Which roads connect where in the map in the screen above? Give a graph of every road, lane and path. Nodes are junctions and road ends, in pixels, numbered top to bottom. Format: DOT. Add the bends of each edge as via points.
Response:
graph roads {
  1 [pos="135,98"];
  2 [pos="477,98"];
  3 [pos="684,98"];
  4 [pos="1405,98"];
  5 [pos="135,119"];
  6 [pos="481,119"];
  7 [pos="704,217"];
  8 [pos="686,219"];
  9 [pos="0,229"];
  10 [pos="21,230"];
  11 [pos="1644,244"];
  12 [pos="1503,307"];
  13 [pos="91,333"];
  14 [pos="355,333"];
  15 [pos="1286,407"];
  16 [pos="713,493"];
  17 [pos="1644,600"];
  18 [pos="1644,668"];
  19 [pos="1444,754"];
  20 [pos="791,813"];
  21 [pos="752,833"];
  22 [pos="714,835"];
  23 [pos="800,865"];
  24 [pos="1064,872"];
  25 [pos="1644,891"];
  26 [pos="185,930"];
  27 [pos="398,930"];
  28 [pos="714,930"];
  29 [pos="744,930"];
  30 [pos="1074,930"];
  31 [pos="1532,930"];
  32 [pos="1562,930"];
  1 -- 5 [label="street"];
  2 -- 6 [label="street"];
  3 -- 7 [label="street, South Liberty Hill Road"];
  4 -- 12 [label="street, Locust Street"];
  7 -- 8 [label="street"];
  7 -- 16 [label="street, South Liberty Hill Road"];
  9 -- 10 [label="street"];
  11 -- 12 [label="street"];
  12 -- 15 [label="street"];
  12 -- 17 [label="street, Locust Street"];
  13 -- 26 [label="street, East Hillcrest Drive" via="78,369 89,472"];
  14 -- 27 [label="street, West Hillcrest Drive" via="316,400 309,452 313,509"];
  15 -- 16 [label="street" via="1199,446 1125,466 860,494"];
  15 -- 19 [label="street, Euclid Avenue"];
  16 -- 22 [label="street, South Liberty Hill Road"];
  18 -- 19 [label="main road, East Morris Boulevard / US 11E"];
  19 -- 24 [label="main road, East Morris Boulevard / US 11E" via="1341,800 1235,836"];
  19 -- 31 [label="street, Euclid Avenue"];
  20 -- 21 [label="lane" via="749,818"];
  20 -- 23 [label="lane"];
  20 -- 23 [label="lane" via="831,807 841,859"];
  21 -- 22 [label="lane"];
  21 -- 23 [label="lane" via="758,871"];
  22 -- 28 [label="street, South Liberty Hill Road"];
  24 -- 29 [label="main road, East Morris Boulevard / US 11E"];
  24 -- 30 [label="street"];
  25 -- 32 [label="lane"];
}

### Exercise
Check each line of the listing above. Copy it if it holds the string "Morris".

### Output of the exercise
  18 -- 19 [label="main road, East Morris Boulevard / US 11E"];
  19 -- 24 [label="main road, East Morris Boulevard / US 11E" via="1341,800 1235,836"];
  24 -- 29 [label="main road, East Morris Boulevard / US 11E"];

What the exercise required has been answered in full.